Robert smiled tightly. Extraordinary, all right.
Henry Winslow might have been an arrogant braggart, but as England’s most successful businessman, he had every right to be. The sole proprietor of Winslow Shipping and Trade, he was one of the few import merchants who had managed to emerge from the wars wealthier than before. All due to determination, a willingness to risk capital, and good old-fashioned luck. A titan of fortune and power, Winslow had never taken on a partner before, but Robert had thoroughly studied the company and knew that he would be the perfect man for it.
And that this partnership would be the answer to his prayers.
“I’m offering a limited share, you understand.” Winslow puffed out his chest, a gesture more propriety than proud. “A small stake. Perhaps seven percent.”
Robert’s eyes narrowed. Much smaller than he’d hoped. But it would do. For now. “You’ve never taken a partner before. Why now?”
Winslow stared into the fire. “Changes need to be made. A man who doesn’t recognize when it’s time to adjust his ways might as well retire.” He jabbed the poker at the logs, sending up a shower of sparks. “But the timing of it—daughters.” He heaved a hard breath and shook his head. “How does a businessman ensure a legacy for his family when all he has are daughters?”
Robert didn’t answer. His own father hadn’t worried about such things. Instead, Richard Carlisle had concerned himself with character, hard work, and devotion to his family, and he never considered his daughter to be any less worthy than his sons. They were all his children, all equally able to earn his pride.
And Robert was determined to do exactly that. He would become the kind of man his father could take pride in raising, and he would let nothing stop him.
“Perhaps one of them will marry a gentleman you can bring into your business.” For his own selfish sake, Robert prayed that both Winslow daughters were toothless, bald spinsters well into their third decade and beyond the possibility of marrying ambitious upstarts who might snag this opportunity away from him.
“Not into my business. Not sons-in-law,” Winslow grumbled as he replaced the poker, then slapped his hands together to remove the soot from his fingers. “You don’t know my daughters, do you, Carlisle?”

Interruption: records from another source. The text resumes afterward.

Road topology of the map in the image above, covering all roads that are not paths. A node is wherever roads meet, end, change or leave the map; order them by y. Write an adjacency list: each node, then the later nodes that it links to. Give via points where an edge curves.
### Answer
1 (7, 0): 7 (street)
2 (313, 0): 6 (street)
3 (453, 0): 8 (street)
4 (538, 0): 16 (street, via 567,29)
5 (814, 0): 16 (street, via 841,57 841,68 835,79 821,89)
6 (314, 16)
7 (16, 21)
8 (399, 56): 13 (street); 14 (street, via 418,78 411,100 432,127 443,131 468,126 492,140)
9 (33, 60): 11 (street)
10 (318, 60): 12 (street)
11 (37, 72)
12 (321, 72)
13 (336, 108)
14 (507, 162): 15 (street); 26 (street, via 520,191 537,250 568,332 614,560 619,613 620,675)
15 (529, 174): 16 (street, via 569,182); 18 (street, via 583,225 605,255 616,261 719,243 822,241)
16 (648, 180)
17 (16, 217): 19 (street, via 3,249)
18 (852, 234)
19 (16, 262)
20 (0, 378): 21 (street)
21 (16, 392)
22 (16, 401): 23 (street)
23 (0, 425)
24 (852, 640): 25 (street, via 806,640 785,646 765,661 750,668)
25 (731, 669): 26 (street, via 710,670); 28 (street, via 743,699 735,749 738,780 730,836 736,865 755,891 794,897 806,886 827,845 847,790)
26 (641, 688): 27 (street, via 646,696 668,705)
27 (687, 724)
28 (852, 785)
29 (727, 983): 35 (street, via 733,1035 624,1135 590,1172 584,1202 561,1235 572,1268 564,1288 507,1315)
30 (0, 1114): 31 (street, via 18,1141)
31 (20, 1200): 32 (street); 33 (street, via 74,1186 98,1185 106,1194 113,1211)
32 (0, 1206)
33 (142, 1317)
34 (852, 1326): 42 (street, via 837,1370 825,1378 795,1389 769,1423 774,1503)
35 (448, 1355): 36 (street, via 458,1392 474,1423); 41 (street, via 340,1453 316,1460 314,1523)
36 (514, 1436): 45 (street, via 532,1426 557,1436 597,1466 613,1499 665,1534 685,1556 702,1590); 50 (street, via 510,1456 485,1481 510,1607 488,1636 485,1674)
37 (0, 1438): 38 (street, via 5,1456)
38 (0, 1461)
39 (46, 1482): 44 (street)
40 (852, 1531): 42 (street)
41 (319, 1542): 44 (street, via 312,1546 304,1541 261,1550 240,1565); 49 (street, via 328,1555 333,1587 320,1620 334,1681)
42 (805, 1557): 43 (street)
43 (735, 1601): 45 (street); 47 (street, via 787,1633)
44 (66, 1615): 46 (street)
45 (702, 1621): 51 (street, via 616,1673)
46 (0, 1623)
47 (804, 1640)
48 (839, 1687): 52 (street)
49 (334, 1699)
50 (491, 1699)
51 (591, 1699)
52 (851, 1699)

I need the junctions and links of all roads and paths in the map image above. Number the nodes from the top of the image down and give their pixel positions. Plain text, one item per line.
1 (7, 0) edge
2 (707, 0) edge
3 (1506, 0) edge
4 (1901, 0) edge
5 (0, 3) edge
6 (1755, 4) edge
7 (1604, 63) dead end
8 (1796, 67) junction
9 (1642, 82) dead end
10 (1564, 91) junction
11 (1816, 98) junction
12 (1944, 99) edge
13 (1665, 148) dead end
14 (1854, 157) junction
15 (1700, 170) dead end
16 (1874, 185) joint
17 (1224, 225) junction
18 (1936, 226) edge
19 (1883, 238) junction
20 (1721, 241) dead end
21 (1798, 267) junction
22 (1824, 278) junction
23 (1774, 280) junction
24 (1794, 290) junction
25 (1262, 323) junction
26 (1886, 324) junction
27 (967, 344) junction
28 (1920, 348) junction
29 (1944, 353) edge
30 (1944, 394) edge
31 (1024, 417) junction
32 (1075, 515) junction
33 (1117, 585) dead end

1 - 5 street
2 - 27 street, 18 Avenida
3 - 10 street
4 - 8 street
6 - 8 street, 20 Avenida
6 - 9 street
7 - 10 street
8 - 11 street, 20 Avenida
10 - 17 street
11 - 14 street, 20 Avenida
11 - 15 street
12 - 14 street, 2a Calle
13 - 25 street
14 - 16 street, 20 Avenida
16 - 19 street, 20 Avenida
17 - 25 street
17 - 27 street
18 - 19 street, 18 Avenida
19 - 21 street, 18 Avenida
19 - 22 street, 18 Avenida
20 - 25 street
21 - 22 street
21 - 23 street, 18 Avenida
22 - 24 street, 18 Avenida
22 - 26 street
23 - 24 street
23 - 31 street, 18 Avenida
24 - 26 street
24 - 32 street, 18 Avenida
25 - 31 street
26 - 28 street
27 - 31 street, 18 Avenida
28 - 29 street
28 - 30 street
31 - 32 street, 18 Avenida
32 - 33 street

Robert shook his head. His usual female companionship fell more toward experienced widows than spinster daughters of trade merchants.
“Their reputations precede them, I’m afraid.” Winslow folded his hands behind his back and stared grimly down into the flames, his round belly jutting out. “Their mother died when they were young, only ten and eight. I suppose I should have found them a stepmother who could have raised them into proper young ladies, as my late wife wanted. But the business needed my attention, and there was barely enough time to find an appropriate governess, let alone a wife.” He paused, then admitted, “And in truth, a part of me didn’t want to. It would have felt as if I were attempting to replace my dear Beatrice.”
Robert understood that. It was why his own mother would never remarry.
“But now, when I look at my daughters…” Winslow blew out a long-suffering sigh. “I regret that decision.”
“Are they both out for the season?” Robert asked curiously. Polite conversation was expected. It was also essential that he get to know Winslow better so no surprises would arise later.
“Yes.” The single word was spoken with grim chagrin. “But it’s their seventh and fifth seasons, and I’m afraid it might be too late.”
Robert blinked, stunned. Fifth and seventh? Good Lord. He’d never heard of young ladies taking that many seasons to find a husband. Especially heiresses. Even if the two possessed second heads, he couldn’t fathom why fortune hunters weren’t pounding down the man’s door to get to them.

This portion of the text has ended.